# 라이브러리

In [3]:
import pandas as pd
import numpy as np
from sqlalchemy import create_engine
import matplotlib.pyplot as plt
import seaborn as sns
import koreanize_matplotlib
from sklearn.base import BaseEstimator, TransformerMixin
from sklearn.pipeline import Pipeline
from sklearn.compose import ColumnTransformer

# 데이터 뽑아오는 함수

In [4]:
# 데이터 병합 및 year 열 추가 함수 정의의: SQL
def get_data_from_db(query):

    # mysql 접속 정보 정의
    username = "admin"
    password = "admin1234"
    host = "hk-toss-middle-project.cjkcuqkegqpx.eu-north-1.rds.amazonaws.com"
    database_name = "raw_data"

    # 데이터베이스 연결 문자열, connection string
    db_connection_str = f'mysql+pymysql://{username}:{password}@{host}/{database_name}'

    # 데이터 베이스 connector 얻어내기
    db_connection = create_engine(db_connection_str)
    db_connection

    df = pd.read_sql(query, con=db_connection)
    return df

# Transformer 정의

## 문자열 앞뒤 공백 제거 Transformer

In [4]:
# 앞뒤공백 제거 transformer
class StripTransformer(BaseEstimator, TransformerMixin):
    def __init__(self, columns:list):
        # 입력한 columns가 문자열이면 리스트로 변환
        if isinstance(columns, str):
            self.columns = [columns]
        else:
            self.columns = columns

    def fit(self, X, y=None):
        return self

    def transform(self, X):
        # 선택한 열 중에 데이터프레임에 실제로 존재하는 열만 선택
        columns_y = [col for col in self.columns if col in X.columns]
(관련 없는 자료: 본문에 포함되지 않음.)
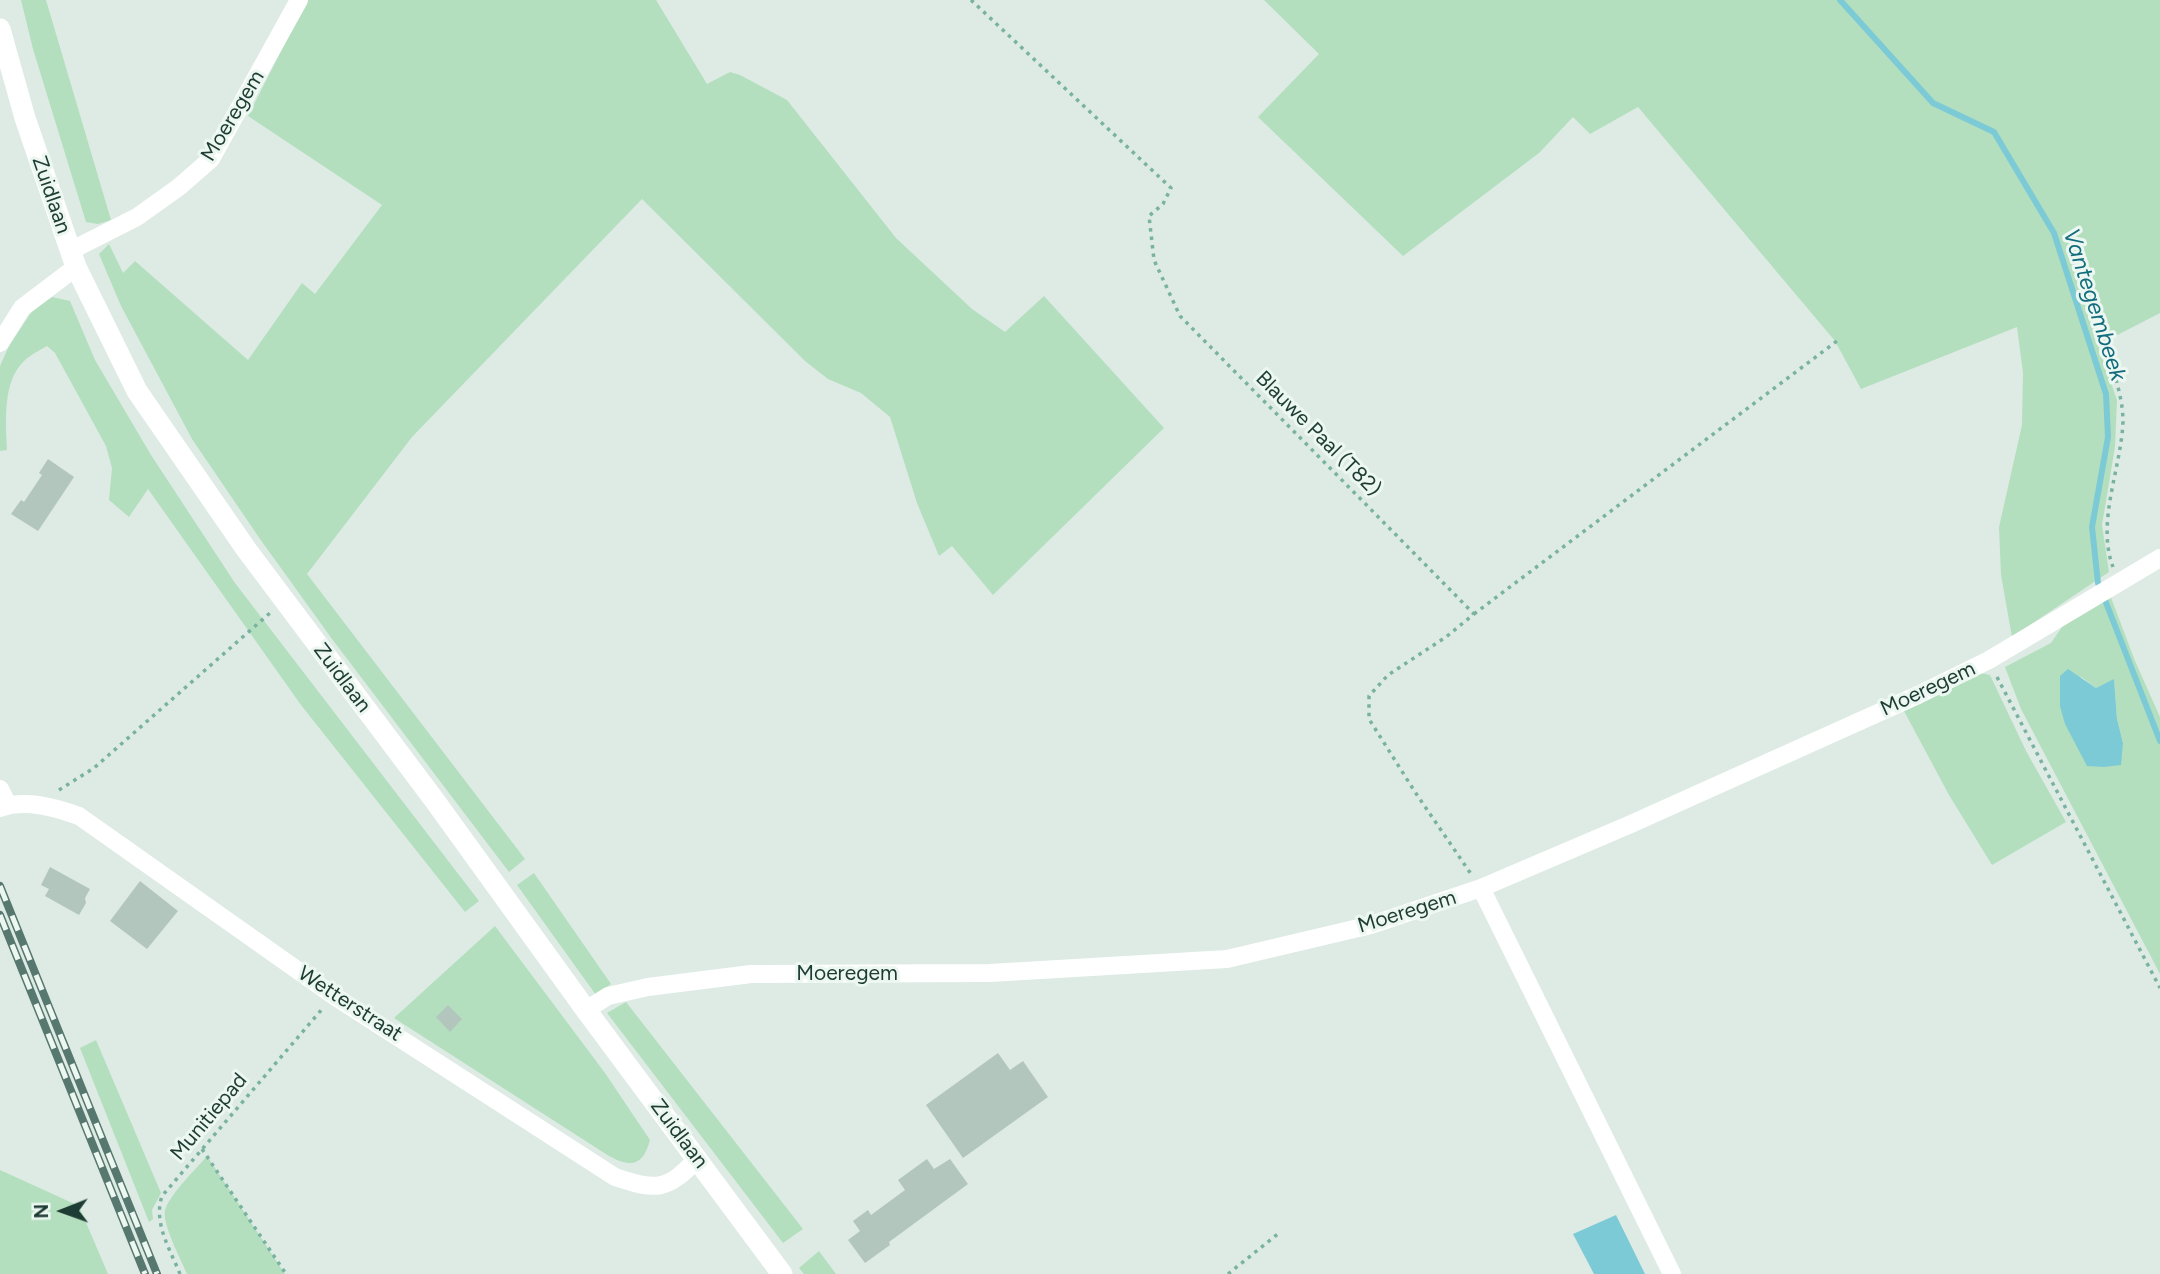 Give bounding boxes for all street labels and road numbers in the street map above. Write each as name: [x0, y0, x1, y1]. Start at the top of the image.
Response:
street label: Moeregem: [196, 66, 270, 166]
street label: Zuidlaan: [26, 153, 76, 237]
street label: Blauwe Paal (T82): [1250, 366, 1386, 502]
street label: Zuidlaan: [308, 638, 376, 718]
street label: Moeregem: [1877, 656, 1979, 722]
street label: Moeregem: [1355, 885, 1459, 939]
street label: Wetterstraat: [293, 961, 407, 1047]
street label: Moeregem: [796, 961, 898, 987]
street label: Munitiepad: [165, 1068, 253, 1166]
street label: Zuidlaan: [645, 1094, 713, 1174] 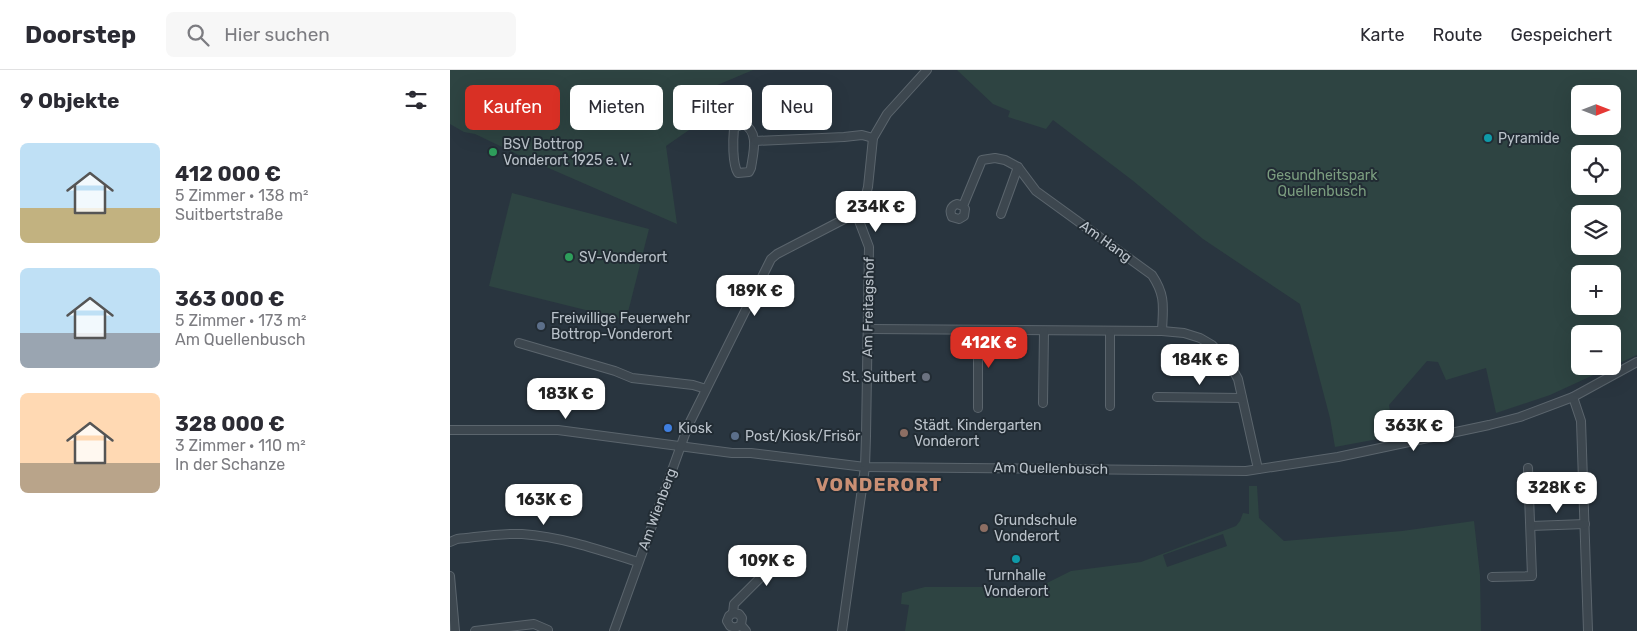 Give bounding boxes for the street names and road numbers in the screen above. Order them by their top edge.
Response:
street label: Am Hang [1077,217,1135,266]
street label: Am Freitagshof [859,256,878,357]
street label: Am Quellenbusch [994,459,1108,478]
street label: Am Wienberg [635,466,680,552] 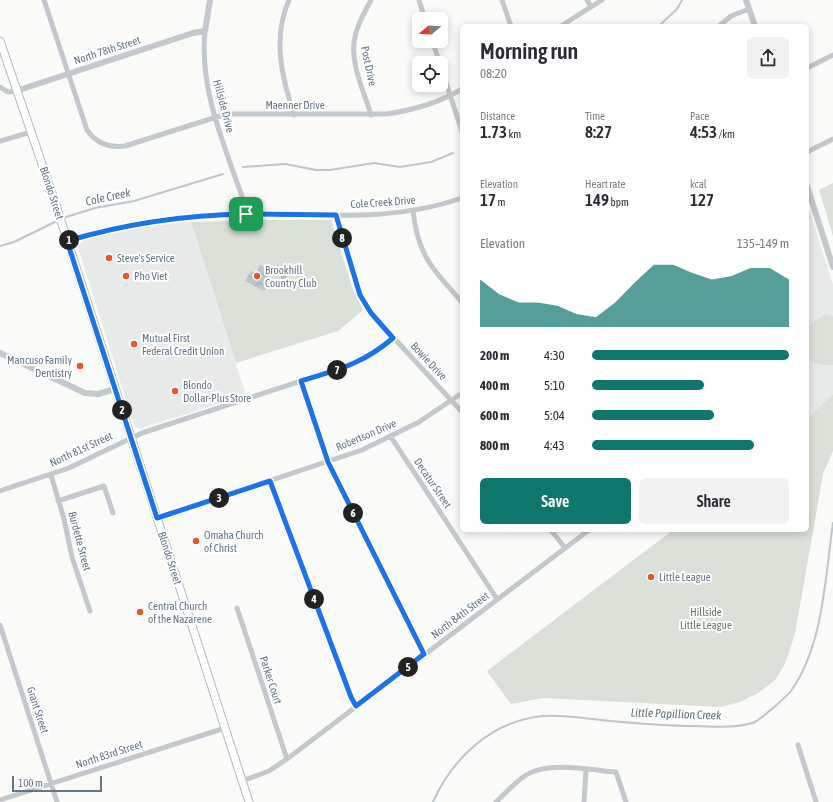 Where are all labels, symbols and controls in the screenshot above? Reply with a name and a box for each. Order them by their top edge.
north arrow [412,12,448,48]
map controls [412,12,448,92]
street label: North 78th Street [72,34,142,66]
button: share [747,37,789,79]
text: Morning run [480,38,578,64]
street label: Post Drive [359,45,379,87]
button: locate [412,56,448,92]
text: 08:20 [480,66,507,81]
street label: Hillside Drive [211,78,237,134]
street label: Maenner Drive [265,99,325,111]
text: Distance [480,110,515,122]
text: Time [585,110,605,122]
text: Pace [690,110,709,122]
text: 1.73 [480,122,507,142]
text: 8:27 [585,122,612,142]
text: 4:53 [690,122,717,142]
text: km [507,128,521,140]
text: /km [717,128,735,140]
street label: Blondo Street [38,165,66,221]
text: Elevation [480,178,518,190]
text: Heart rate [585,178,626,190]
text: kcal [690,178,707,190]
water label: Cole Creek [84,185,132,209]
text: 17 [480,190,496,210]
text: 149 [585,190,609,210]
text: 127 [690,190,714,210]
street label: Cole Creek Drive [350,194,416,210]
text: m [496,196,505,208]
text: bpm [609,196,629,208]
pin [229,197,263,231]
icon: arrive [235,203,257,225]
pin: 8 [332,228,352,248]
pin: 1 [59,230,79,250]
text: 8 [339,232,345,244]
text: 1 [66,234,72,246]
text: Elevation [480,236,525,251]
text: 135–149 m [737,236,789,251]
place label: Steve's Service [117,252,175,264]
marker: Steve's Service [104,253,114,263]
place label: Brookhill Country Club [265,264,317,289]
place label: Pho Viet [134,270,167,282]
marker: Pho Viet [121,271,131,281]
marker: Brookhill Country Club [252,271,262,281]
place label: Mutual First Federal Credit Union [142,332,224,357]
marker: Mutual First Federal Credit Union [129,339,139,349]
street label: Bowie Drive [409,340,449,382]
text: 200 m [480,348,509,363]
text: 4:30 [544,348,565,363]
place label: Mancuso Family Dentistry [7,354,72,379]
pin: 7 [327,360,347,380]
marker: Mancuso Family Dentistry [75,361,85,371]
text: 7 [334,364,340,376]
text: 400 m [480,378,509,393]
text: 5:10 [544,378,565,393]
place label: Blondo Dollar-Plus Store [183,379,251,404]
marker: Blondo Dollar-Plus Store [170,386,180,396]
pin: 2 [112,400,132,420]
text: 2 [119,404,125,416]
text: 600 m [480,408,509,423]
text: 5:04 [544,408,565,423]
street label: Robertson Drive [334,417,398,453]
street label: North 81st Street [48,429,114,469]
text: 800 m [480,438,509,453]
text: 4:43 [544,438,565,453]
street label: Decatur Street [412,456,454,510]
button: Save [480,478,631,524]
button: Share [639,478,789,524]
pin: 3 [209,488,229,508]
text: 3 [216,492,222,504]
pin: 6 [343,503,363,523]
text: 6 [350,507,356,519]
street label: Burdette Street [66,510,94,572]
place label: Omaha Church of Christ [204,529,264,554]
street label: Blondo Street [156,530,184,586]
marker: Omaha Church of Christ [191,536,201,546]
place label: Little League [659,571,711,583]
marker: Little League [646,572,656,582]
pin: 4 [304,589,324,609]
street label: North 84th Street [429,589,491,641]
text: 4 [311,593,317,605]
place label: Central Church of the Nazarene [148,600,212,625]
park label: Hillside Little League [680,606,732,631]
marker: Central Church of the Nazarene [135,607,145,617]
street label: Parker Court [258,655,284,705]
pin: 5 [398,657,418,677]
text: 5 [405,661,411,673]
street label: Grant Street [25,685,51,735]
water label: Little Papillion Creek [630,705,722,723]
street label: North 83rd Street [74,738,144,770]
scale bar [12,774,102,793]
text: 100 m [18,777,43,789] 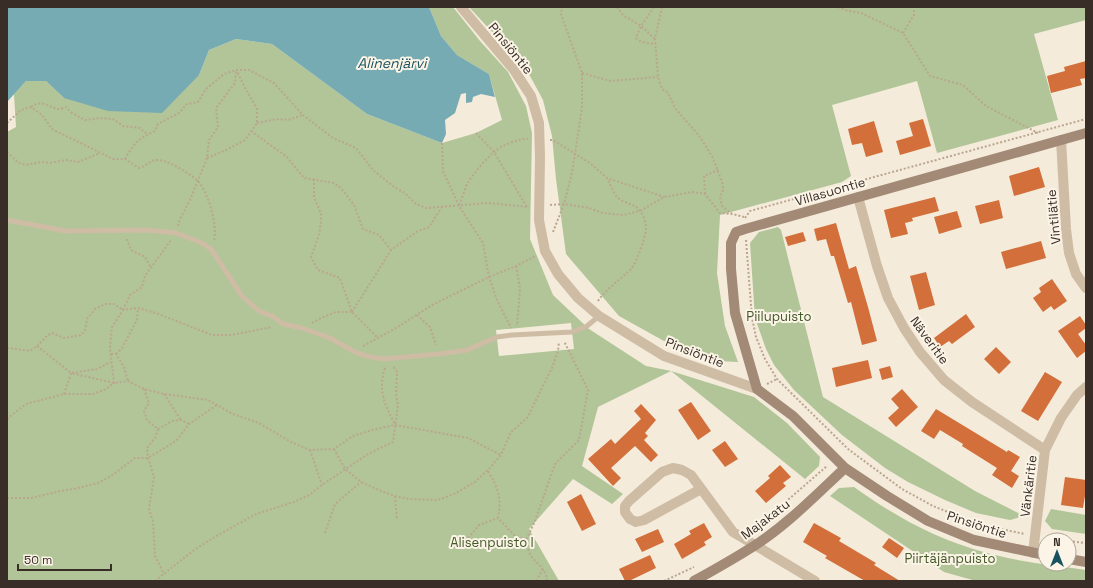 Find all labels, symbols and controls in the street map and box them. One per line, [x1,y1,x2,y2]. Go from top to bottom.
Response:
street label: Pinsiöntie [485,19,537,78]
water label: Alinenjärvi [358,54,428,72]
street label: Villasuontie [793,173,867,210]
street label: Vintilätie [1043,189,1064,245]
park label: Piilupuisto [746,308,812,325]
street label: Näveritie [907,313,953,368]
street label: Pinsiöntie [663,333,727,371]
street label: Vänkäritie [1016,454,1041,518]
street label: Majakatu [737,495,793,543]
street label: Pinsiöntie [945,507,1009,542]
north arrow [1037,532,1077,572]
park label: Alisenpuisto I [450,534,534,551]
text: N [1053,535,1061,549]
scale bar [18,546,111,572]
park label: Piirtäjänpuisto [904,550,996,567]
text: 50 m [24,552,52,568] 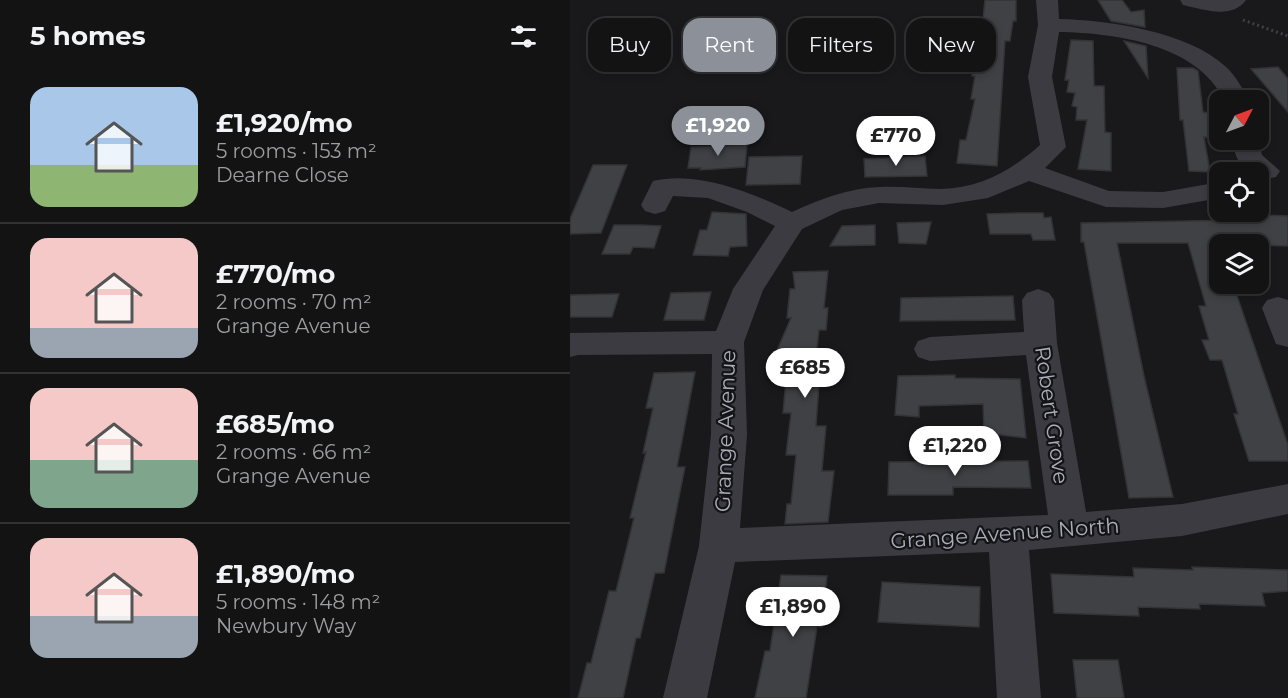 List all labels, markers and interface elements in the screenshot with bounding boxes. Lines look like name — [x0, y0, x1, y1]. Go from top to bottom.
chip: Buy — [588, 18, 671, 72]
chip: Rent — [683, 18, 776, 72]
chip: Filters — [788, 18, 894, 72]
chip: New — [906, 18, 996, 72]
text: 5 homes — [30, 20, 146, 52]
icon: filters — [507, 20, 540, 53]
north arrow — [1209, 90, 1269, 150]
map controls — [1209, 90, 1269, 294]
pin: £1,920 — [669, 106, 767, 157]
text: £1,920/mo — [216, 107, 353, 139]
icon: home — [78, 111, 150, 183]
text: £1,920 — [686, 113, 750, 137]
pin: £770 — [860, 116, 932, 167]
text: £770 — [870, 123, 922, 147]
text: 5 rooms · 153 m² — [216, 139, 377, 163]
button: locate — [1209, 162, 1269, 222]
text: Dearne Close — [216, 163, 349, 187]
button: layers — [1209, 234, 1269, 294]
text: £770/mo — [216, 258, 335, 290]
icon: home — [78, 262, 150, 334]
text: 2 rooms · 70 m² — [216, 290, 372, 314]
text: Grange Avenue — [216, 314, 370, 338]
street label: Robert Grove — [1030, 344, 1074, 486]
pin: £685 — [769, 348, 841, 399]
street label: Grange Avenue — [710, 350, 740, 512]
text: £685 — [780, 355, 830, 379]
text: £685/mo — [216, 408, 335, 440]
icon: home — [78, 412, 150, 484]
pin: £1,220 — [906, 426, 1004, 477]
text: £1,220 — [923, 433, 987, 457]
text: 2 rooms · 66 m² — [216, 440, 371, 464]
text: Grange Avenue — [216, 464, 370, 488]
street label: Grange Avenue North — [890, 513, 1120, 553]
text: £1,890/mo — [216, 558, 355, 590]
icon: home — [78, 562, 150, 634]
pin: £1,890 — [744, 587, 842, 638]
text: 5 rooms · 148 m² — [216, 590, 380, 614]
text: £1,890 — [760, 594, 826, 618]
text: Newbury Way — [216, 614, 356, 638]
        # 선택한 열의 값들의 앞뒤 공백을 제거
        for col in columns_y:

            # 문자열 형식인지 확인
            if X[col].dtype == 'object':
                try:
                    X[col] = X[col].str.strip()
                except:
                    pass

        return X

## 열 탈락 / 열 이름 변경 Transformer

In [5]:
class RenameDropColumnsTransformer(BaseEstimator, TransformerMixin):
    def __init__(self, rename_map:dict = {}, drop_columns:list = []):
        self.rename_map = rename_map
        # drop_columns가 문자열이면 리스트로 변환
        if isinstance(drop_columns, str):
            self.drop_columns = [drop_columns]
        else:
            self.drop_columns = drop_columns

    def fit(self, X, y=None):
        return self

    def transform(self, X):
        # 실제로 데이터프레임에 존재하는 열만 drop
        self.drop_columns = [col for col in self.drop_columns if col in X.columns]
        # drop_columns가 존재하면 drop
        if self.drop_columns:
            X.drop(columns=self.drop_columns, inplace=True)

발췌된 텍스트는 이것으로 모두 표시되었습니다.